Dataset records
----

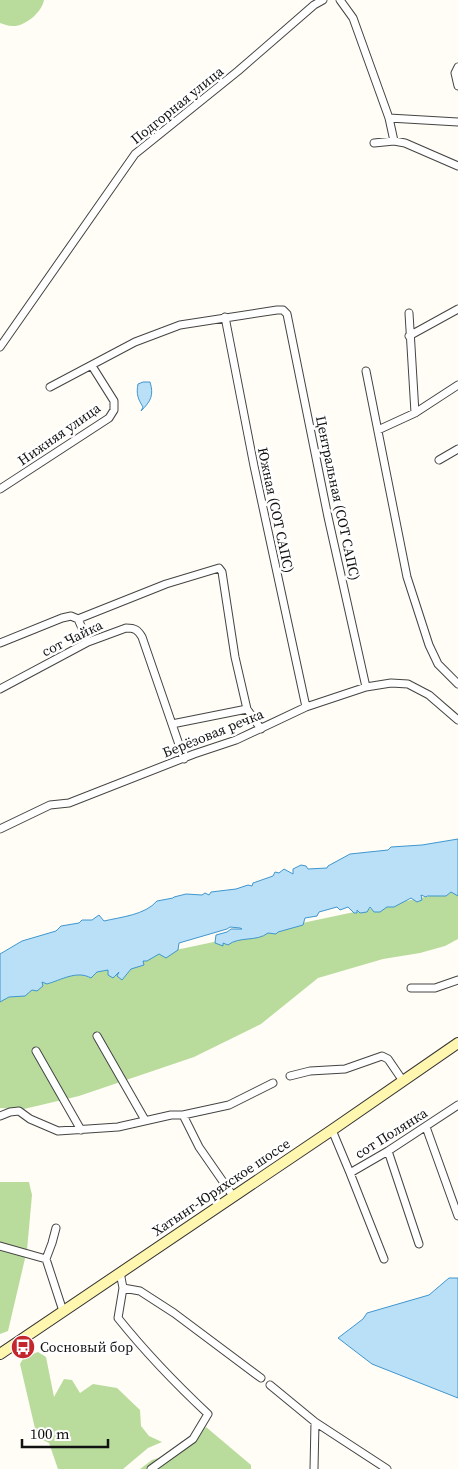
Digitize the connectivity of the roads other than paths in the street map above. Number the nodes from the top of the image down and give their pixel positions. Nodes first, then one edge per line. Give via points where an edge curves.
1 (323, 0) edge
2 (340, 0) edge
3 (458, 67) edge
4 (458, 86) edge
5 (389, 118) junction
6 (458, 122) edge
7 (394, 141) junction
8 (374, 143) dead end
9 (458, 166) edge
10 (458, 309) edge
11 (409, 313) dead end
12 (225, 318) junction
13 (410, 336) junction
14 (0, 345) edge
15 (92, 366) junction
16 (366, 371) dead end
17 (458, 385) edge
18 (50, 388) dead end
19 (415, 413) junction
20 (378, 430) junction
21 (458, 449) edge
22 (439, 460) dead end
23 (0, 489) edge
24 (78, 619) junction
25 (88, 642) junction
26 (0, 643) edge
27 (458, 684) edge
28 (366, 687) junction
29 (0, 689) edge
30 (306, 707) junction
31 (247, 709) junction
32 (458, 720) edge
33 (172, 724) junction
34 (261, 729) junction
35 (184, 758) junction
36 (0, 829) edge
37 (458, 980) edge
38 (411, 988) dead end
39 (97, 1036) dead end
40 (458, 1043) edge
41 (36, 1051) dead end
42 (290, 1076) dead end
43 (403, 1081) junction
44 (272, 1083) dead end
45 (458, 1105) edge
46 (183, 1115) junction
47 (0, 1116) edge
48 (145, 1120) junction
49 (426, 1127) junction
50 (80, 1130) junction
51 (332, 1130) junction
52 (388, 1151) junction
53 (350, 1173) junction
54 (233, 1196) junction
55 (458, 1216) edge
56 (56, 1228) dead end
57 (419, 1244) dead end
58 (0, 1246) edge
59 (46, 1259) junction
60 (384, 1259) dead end
61 (120, 1272) junction
62 (123, 1288) junction
63 (63, 1311) junction
64 (0, 1354) edge
65 (261, 1378) dead end
66 (270, 1385) dead end
67 (315, 1422) junction
68 (151, 1469) edge
69 (314, 1469) edge
70 (387, 1469) edge

1 - 14 street, Подгорная улица via 135,154
2 - 5 street via 353,18
3 - 4 street via 455,72
5 - 6 street
5 - 7 street
7 - 8 street
7 - 9 street
10 - 13 street
11 - 13 street
12 - 15 street via 180,325 135,342
12 - 28 street, Центральная (СОТ САПС) via 277,310 287,314
12 - 30 street, Южная (СОТ САПС)
13 - 19 street
15 - 18 street
15 - 23 street, Нижняя улица via 114,401 114,410 109,418
16 - 20 street
17 - 19 street
19 - 20 street
20 - 27 street via 407,577 438,664
21 - 22 street
24 - 25 street
24 - 26 street via 71,616 62,618
24 - 31 street via 166,584 219,568
25 - 29 street, сот Чайка
25 - 33 street, сот Чайка via 126,628 138,631
28 - 30 street, Берёзовая речка
28 - 32 street, Берёзовая речка via 408,684 429,695
30 - 34 street, Берёзовая речка
31 - 33 street
31 - 34 street
33 - 35 street
34 - 35 street, Берёзовая речка
35 - 36 street, Берёзовая речка via 69,803 50,805
37 - 38 street via 435,988
39 - 48 street
40 - 43 main road, Хатынг-Юряхское шоссе
41 - 50 street
42 - 43 street via 345,1069 382,1056 388,1058
43 - 51 main road, Хатынг-Юряхское шоссе
44 - 46 street via 229,1105
45 - 49 street, сот Полянка
46 - 48 street
46 - 54 street via 199,1147
47 - 50 street via 19,1111 58,1131
48 - 50 street via 118,1127
49 - 52 street, сот Полянка
49 - 55 street
51 - 53 street, сот Полянка
51 - 54 main road, Хатынг-Юряхское шоссе
52 - 53 street, сот Полянка
52 - 57 street
53 - 60 street
54 - 61 main road, Хатынг-Юряхское шоссе
56 - 59 street
58 - 59 street
59 - 63 street
61 - 62 street
61 - 63 main road, Хатынг-Юряхское шоссе
62 - 65 street via 140,1290
62 - 68 street via 118,1318 171,1380 208,1414 193,1439
63 - 64 main road, Хатынг-Юряхское шоссе
66 - 67 street
67 - 69 street
67 - 70 street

----

- [Work to be completed] In the entries above, work out how many lines contain the string "Чайка", and give only that number.

- [Task output] 2